4.Приготовление гистологических срезов (резка) осуществляется на специальном приборе (микротоме) с помощью особых стальных ножей - бритв (рис. 2-1). При этом обычно получают срезы залитого в парафин или другую среду материала толщиной 5-7 мкм (в оптимальном варианте - серийные, т.е. следующие один за другим в виде непрерывной ленты).
Резка замороженного материала (затвердевшего при быстром охлаждении углекислотой или погружением в жидкий азот) позволяет получить тонкие срезы, минуя этап заливки. Она производится на замораживающем микротоме (микротоме, снабженном замораживающим устройством) или в криостате (специальном холодильном шкафу с помещенным в него микротомом). Благодаря своей скорости этот метод используется для экспресс-диагностики (в частности, в ходе выполнения хирургических операций, когда дальнейший характер вмешатель-
- 14 -
ства может определяться поставленным гистологическим диагнозом). Он применяется также в тех случаях, когда фиксация тканей нежелательна, например, при гистохимических и иммуногистохимических исследованиях (см. ниже). При проведении этих исследований важно, что нефиксированный материал, замороженный в жидком азоте, может храниться в нем неопределенно долго без изменения содержания, распределения и активности всех биологических веществ.
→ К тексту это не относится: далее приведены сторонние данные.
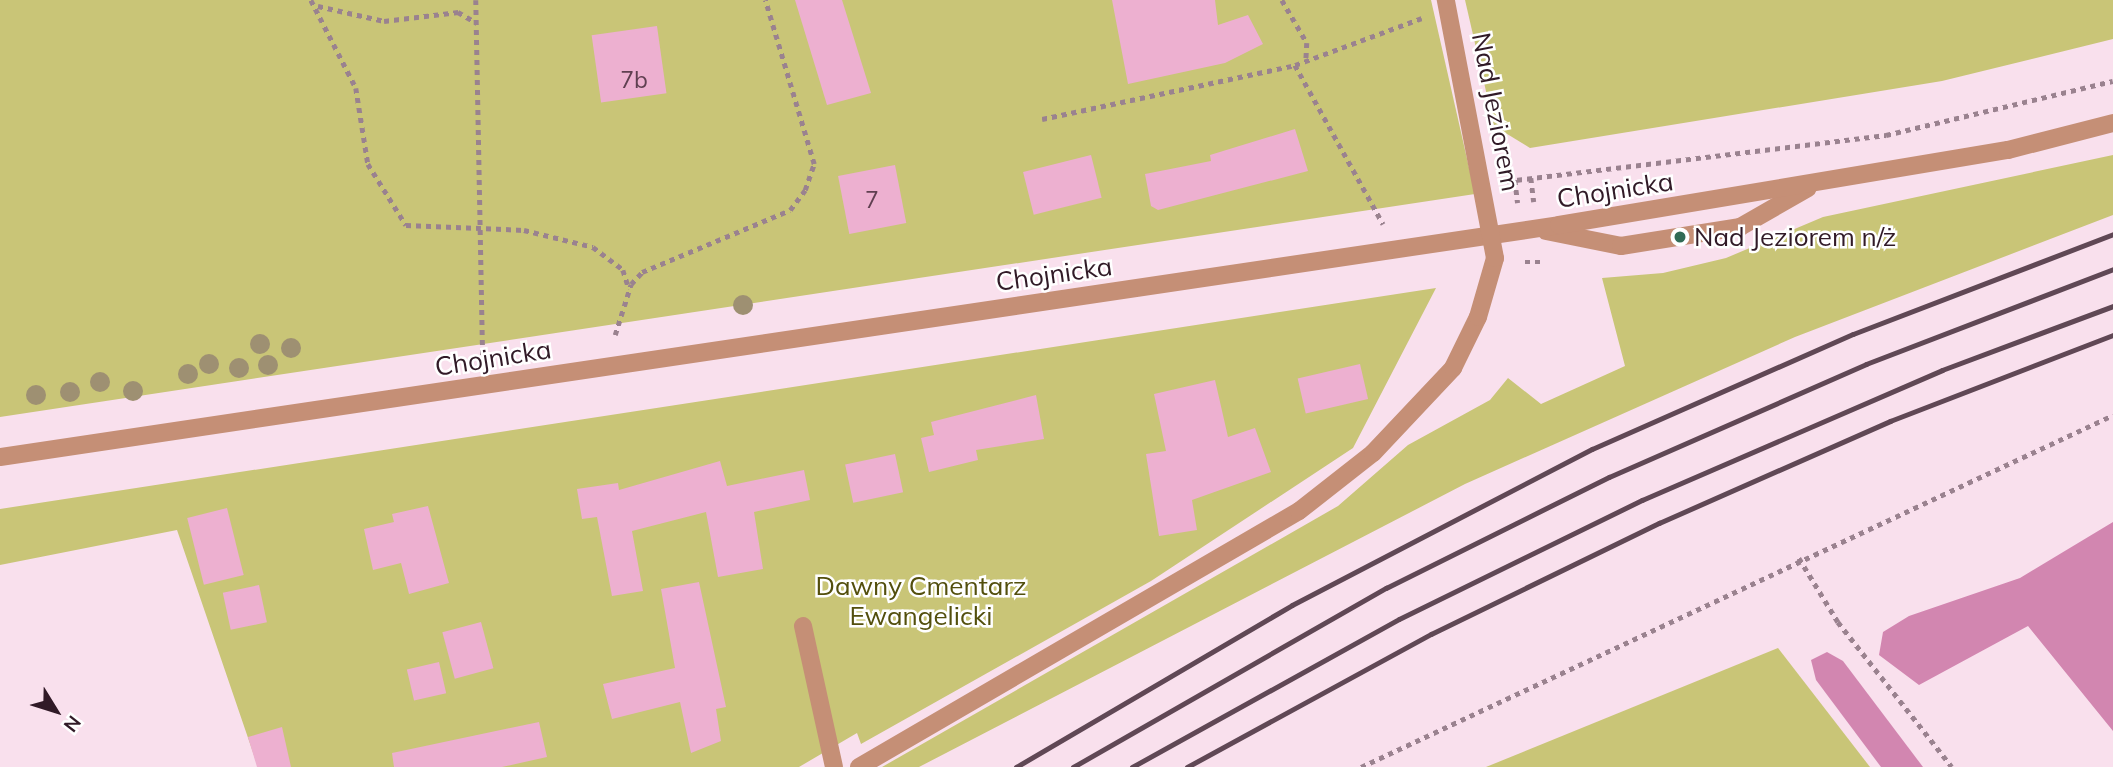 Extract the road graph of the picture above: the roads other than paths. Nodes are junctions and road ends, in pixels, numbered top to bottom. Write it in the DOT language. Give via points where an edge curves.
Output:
graph roads {
  1 [pos="1447,5"];
  2 [pos="2113,123"];
  3 [pos="1814,184"];
  4 [pos="1538,228"];
  5 [pos="1492,235"];
  6 [pos="0,457"];
  7 [pos="803,626"];
  8 [pos="834,767"];
  9 [pos="859,767"];
  1 -- 5 [label="street, Nad Jeziorem"];
  2 -- 3 [label="street, Chojnicka" via="2008,150"];
  3 -- 4 [label="street, Chojnicka"];
  3 -- 4 [label="street" via="1754,222 1692,235 1621,246"];
  4 -- 5 [label="street, Chojnicka"];
  5 -- 6 [label="street, Chojnicka"];
  5 -- 9 [label="street, Nad Jeziorem" via="1493,274 1453,368 1340,481"];
  7 -- 8 [label="street"];
}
Рис. 2-1. Приготовление постоянного гистологического препарата из кусочка ткани, залитого в затвердевающую среду. Фиксированный и залитый в парафин, целлоидин или пластмассу кусочек ткани - блок (БЛ) - режут с помощью стальной бритвы (БР) на специальном приборе - микротоме (1). Для получения среза (СР) по оси А в различных конструкциях микротомов перемещается либо БР, либо БЛ, тогда как второй элемент остается неподвижным. Толщина СР определяется величиной шага взаимного смещения БЛ и БР по оси В. СР в виде серии (ССР) далее монтируют на предметное стекло (ПРС), подвергают депарафинированию (или удалению пластмассы) и окрашивают (2). Далее СР обезвоживают, просветляют, заключают в прозрачную консервирующую среду (КС) - бальзам или синтетическую смолу - и закрывают сверху покровным стеклом (ПОС) - (3). В результате получают постоянный гистологический препарат (4).
- 15 -
5. Окрашивание срезов обычно производится после их монтирования (приклеивания) на предметное стекло и удаления из них парафина (депарафинирования). Окрашивание позволяет выявить различные структурные компоненты тканей и клеток благодаря их неодинаковому сродству к гистологическим красителям.
Гистологические красители разделяются на две главные группы - основные и кислые.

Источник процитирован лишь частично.